Another agent, which may not have the same -- or any -- system of inference, when presented with the conclusion can ask the question,"Oh, yeah?". In response, the first agent sends the proof. The second agent now has a choice of believing the outcome or disbelieving the assumptions on which it was based.
For example, W3C might say that anyone authorized by the representative of a member organization may access our internal web site. Each member organization may use a different system for defining who is authorized, and how authority is further delegated. The actual rules used by IBM for example may be so complex and even private that the W3C web server cannot determine for an arbitrary person whether IBM counts them as an employee. However, the IBM system does know an algorithm, and provides them with a proof which their browser can present to the W3C web server. This is a proof based on assumptions which have been digitally signed by the IBM representative, and therefore trusted for this purpose by the W3C web server.
In fact, the combination of logical proof and digital signature will be very powerful.
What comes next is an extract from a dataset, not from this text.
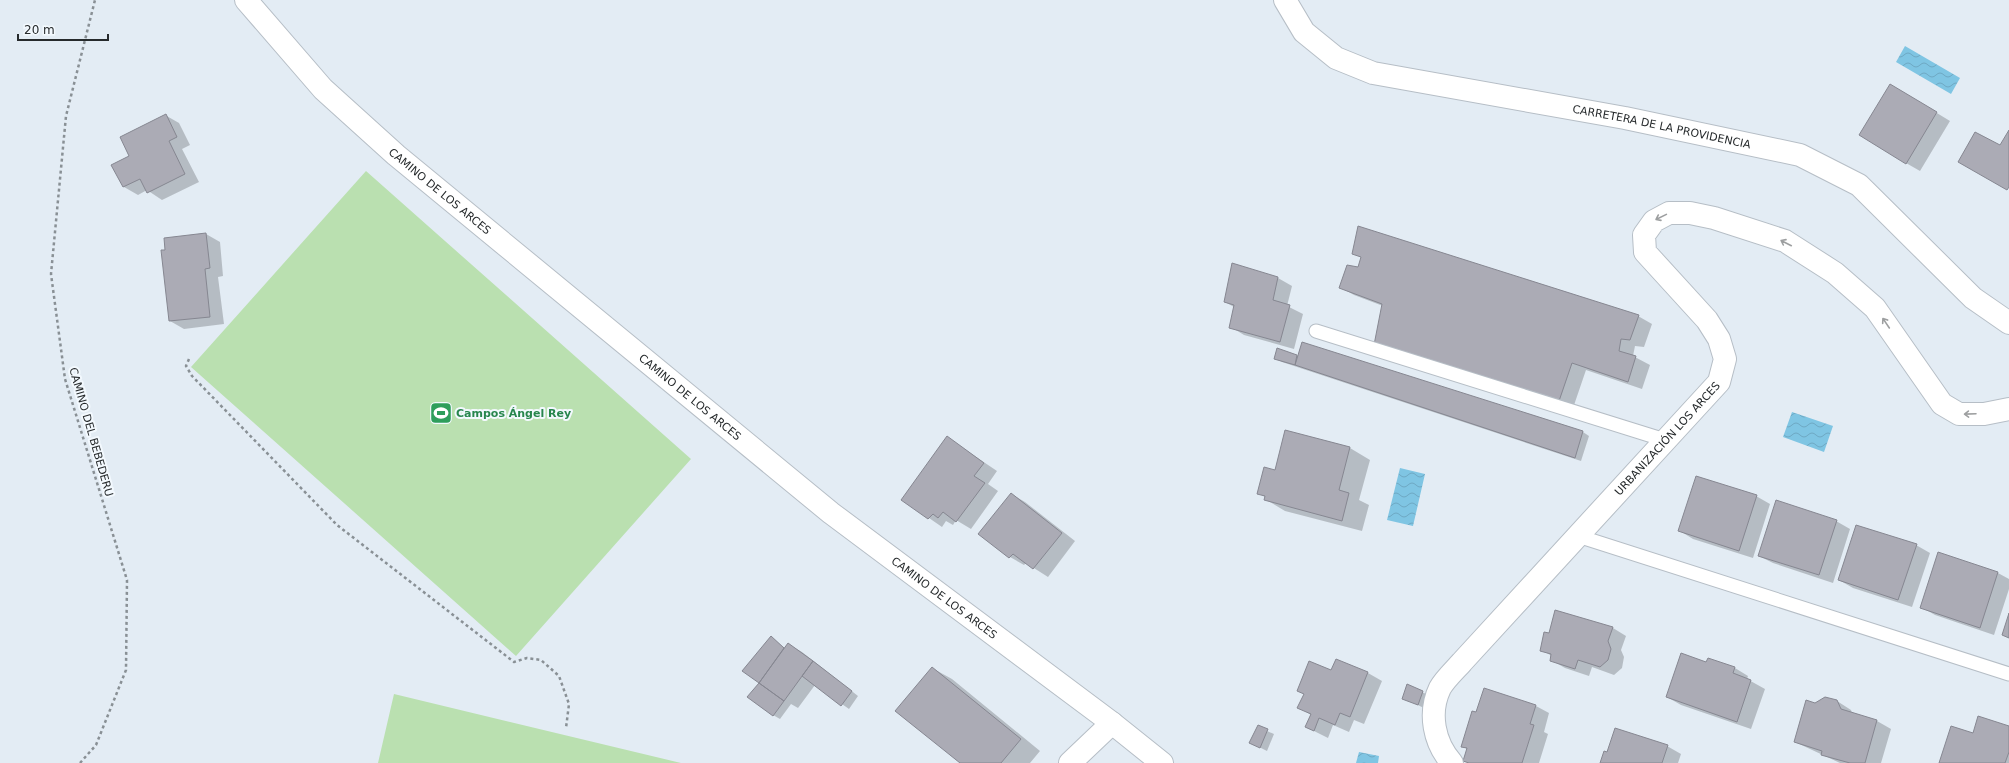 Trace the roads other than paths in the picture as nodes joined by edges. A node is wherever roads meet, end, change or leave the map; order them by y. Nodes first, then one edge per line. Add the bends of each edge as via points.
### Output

In fact, to be able to check a standard proof and to validate a digital signature may be prerequisites of citizenship of the world of electronic commerce agents.
[diagram: inference engine generates the proof, other agents checks it.]
Once a language is powerful enough to describe features of the real world, then in general the art of finding a proof of something is not a tractable problem for a computer. Dropping this need as an initial requirement is a fundamental step in the semantic web. The authors belive that once this language enables a vast amount of interconnected information to be made available, then in practice great use will be made of it, by a mixture of simple agents operating in a predicatable way in limited domains, and heuristic agents (like search engines) providing very valuable, though formally unpredictable, results in other domains.
A final aspect of the semantic web which is essential to design in is its ability to smooth the evolution of human knowledge. Human endeavor is always caught in the eternal tension between operating rapidly as a small group and taking the time to communicate in wider way. The first way is more efficient but produces a subculture whose concepts results are not understood by others. the second is painfully slow as establishing a wider culture takes enormous amounts of communication. The world works with a spectrum between these extremes, with a tendency to start small - from the personal idea - and filter over time toward wider commonality of concept. An essential process is the joining together of subcultures when there is a need for a wider common language. The standards process is one form of this. In many cases two groups have independently found the same or very similar concepts and there is great benefit in being able to describe the relation between them. Like the formal version of a french-english dictionary, or a weights and measures conversion table, the relationships allow communication when the commonality of concept has not [yet] led to a commonality of terms. The semantic web, in naming every concept simply by a URI, allows anyone to invent new ones at will. Its unifying logical language will allow these concepts to be progressively linked into a universal web. This will lay open to analysis by software agents the logical aspects of the knowledge and workings of humankind. It will be the be the basis for another form of tools for us to live and work and learn together.